Memories Of John Lennon was in bookstores in 2005. The 300-plus page book, compiled by Yoko, contains prose, poetry and drawings from Lennon's friends, associates and admirers, including the Rolling Stones' Mick Jagger, the Who's Pete Townshend, U2's Bono, Carlos Santana and Elton John.

In 2006, an Oasis fan enjoyed "the best day of his life" when Noel Gallagher popped round to his house in Poynton, Cheshire to play an intimate gig. Ben Hayes had won a BBC Radio 1 competition to have the star play in his front room as part of a week of gigs compered by DJ Jo Whiley. 15 people packed into his lounge for the tiny gig - with his mother on hand making cups of tea for the crew.

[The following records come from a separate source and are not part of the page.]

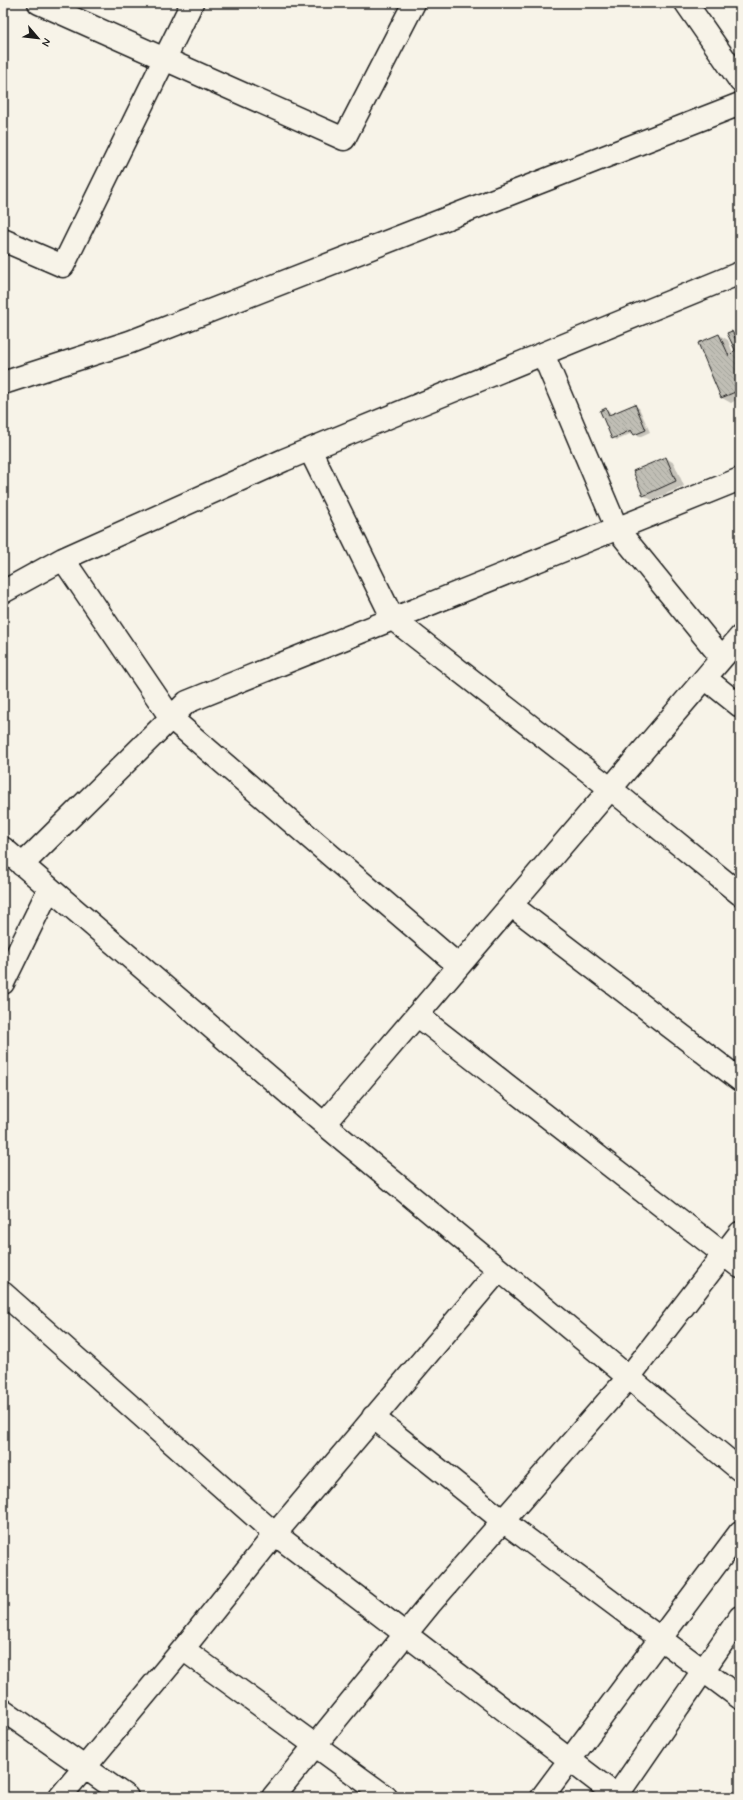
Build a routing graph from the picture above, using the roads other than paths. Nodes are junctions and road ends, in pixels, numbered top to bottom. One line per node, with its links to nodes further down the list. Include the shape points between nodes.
1 (39, 3): 5 (street)
2 (192, 3): 5 (street)
3 (414, 3): 5 (street, via 344,139)
4 (686, 3): 6 (street)
5 (164, 59): 8 (street, via 63,266)
6 (740, 80)
7 (740, 104): 11 (street, via 130,342)
8 (3, 240)
9 (740, 273): 10 (street)
10 (543, 354): 12 (street); 14 (street)
11 (3, 382)
12 (310, 450): 15 (street); 17 (street)
13 (740, 479): 14 (street)
14 (617, 529): 17 (street); 19 (street)
15 (64, 559): 16 (street); 22 (street)
16 (3, 592)
17 (393, 619): 22 (street, via 187,702); 23 (street)
18 (740, 637): 19 (street)
19 (722, 658): 20 (street)
20 (705, 678): 21 (street); 23 (street)
21 (740, 706)
22 (171, 718): 25 (street); 29 (street)
23 (611, 789): 27 (street); 28 (street)
24 (3, 848): 25 (street)
25 (22, 865): 26 (street)
26 (49, 889): 30 (street); 33 (street)
27 (740, 894)
28 (510, 905): 29 (street); 32 (street)
29 (459, 966): 31 (street)
30 (3, 983)
31 (417, 1015): 33 (street); 35 (street)
32 (740, 1080)
33 (324, 1124): 36 (street)
34 (740, 1233): 35 (street)
35 (732, 1260): 38 (street)
36 (499, 1270): 38 (street); 39 (street)
37 (3, 1293): 43 (street)
38 (629, 1377): 40 (street); 41 (street)
39 (373, 1417): 41 (street); 43 (street)
40 (740, 1470)
41 (503, 1521): 45 (street); 46 (street)
42 (740, 1532): 46 (street)
43 (275, 1534): 45 (street); 47 (street)
44 (740, 1617): 48 (street)
45 (406, 1634): 51 (street); 52 (street)
46 (661, 1638): 48 (street); 52 (street)
47 (183, 1650): 51 (street); 53 (street)
48 (704, 1670): 49 (street); 59 (street)
49 (740, 1698)
50 (3, 1710): 53 (street)
51 (315, 1746): 56 (street); 57 (street)
52 (570, 1760): 58 (street); 59 (street)
53 (86, 1767): 54 (street); 55 (street)
54 (60, 1797)
55 (128, 1797)
56 (273, 1797)
57 (386, 1797)
58 (542, 1797)
59 (617, 1797)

In 2008, Wham's "Last Christmas" was the most played festive track of the last five years. The Performing Right Society put the 1984 hit at the top of their chart of seasonal songs, just ahead of Band Aid's "Do They Know It's Christmas." The Pogues came third with "Fairytale of New York," recorded with the late Kirsty MacColl and first released in 1987. Other featured artists include Slade, Mariah Carey and Bruce Springsteen.

Also in 2008, U2, Elton John, the Police, Bob Dylan and R.E.M. contributed music to (RED)WIRE, a subscription-based music-download service launched in conjunction with U2 singer Bono's Product Red initiative. Funds raised combat HIV and AIDS in Africa.

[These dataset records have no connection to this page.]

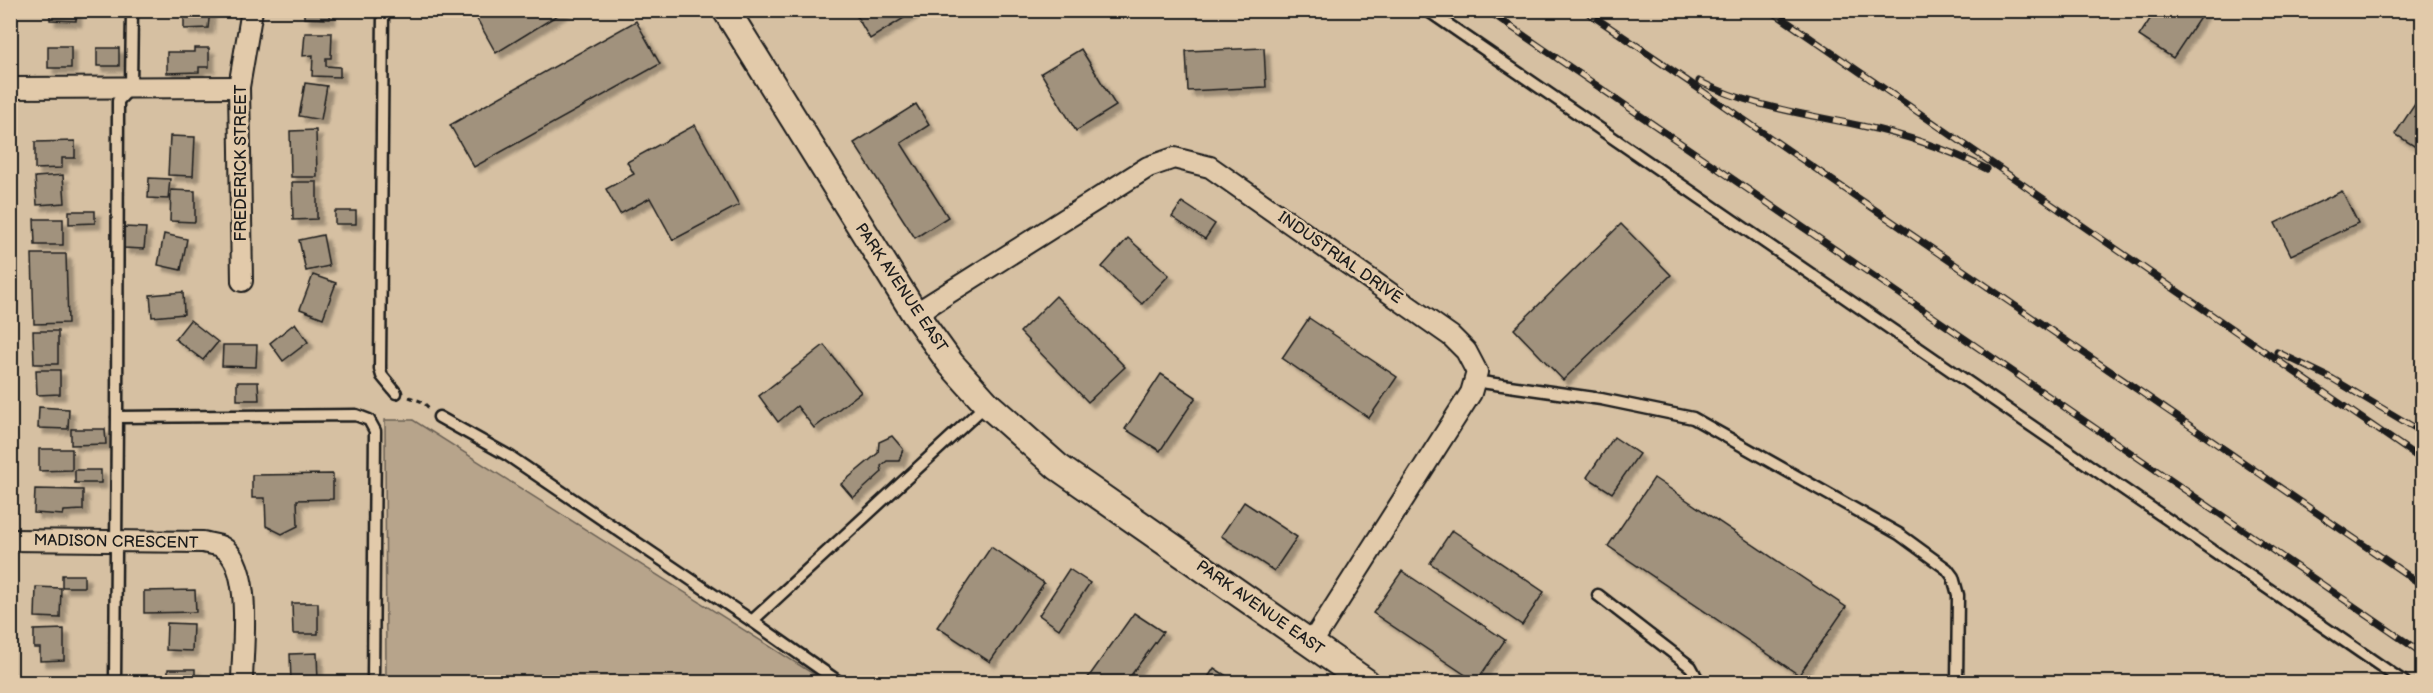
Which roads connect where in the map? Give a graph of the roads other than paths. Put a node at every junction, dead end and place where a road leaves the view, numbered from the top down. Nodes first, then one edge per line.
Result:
1 (132, 10) edge
2 (252, 10) edge
3 (383, 10) edge
4 (726, 10) edge
5 (1427, 10) edge
6 (130, 87) junction
7 (239, 87) junction
8 (10, 88) edge
9 (242, 281) dead end
10 (915, 314) junction
11 (1474, 381) junction
12 (396, 393) dead end
13 (987, 404) junction
14 (117, 417) junction
15 (439, 417) dead end
16 (10, 540) edge
17 (115, 541) junction
18 (1598, 595) dead end
19 (752, 621) junction
20 (1311, 644) junction
21 (115, 682) edge
22 (242, 682) edge
23 (373, 682) edge
24 (839, 682) edge
25 (1366, 682) edge
26 (1699, 682) edge
27 (1957, 682) edge
28 (2404, 682) edge

1 - 6 lane
2 - 7 street, FREDERICK STREET
3 - 12 lane
4 - 10 street, PARK AVENUE EAST
5 - 28 lane
6 - 7 street
6 - 8 street
6 - 14 lane
7 - 9 street, FREDERICK STREET
10 - 11 street, INDUSTRIAL DRIVE
10 - 13 street, PARK AVENUE EAST
11 - 20 street
11 - 27 lane
13 - 19 lane
13 - 20 street, PARK AVENUE EAST
14 - 17 lane
14 - 23 lane
15 - 19 lane
16 - 17 street, MADISON CRESCENT
17 - 21 lane
17 - 22 street, MADISON CRESCENT
18 - 26 lane
19 - 24 lane
20 - 25 street, PARK AVENUE EAST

The Lennon Prophecy was in bookstores in 2008. Joseph Niezgoda claimed the Beatles’ popularity and John Lennon’s death were the result of a 20-year pack Lennon made with the devil in December, ’60 – well before the Beatles were international stars. The author cites historical events and hidden messages (in songs, album art, etc. – here we go again) as proof.

In 2009, Little Richard asked fans to pray for his speedy recovery after undergoing hip surgery at a Tennessee hospital. The 76-year-old Rock 'n' Roll pioneer asked family friend Rev. Bill Minson to tell fans "to get ready to rock 'n' roll with him in the new year because he's coming back strong."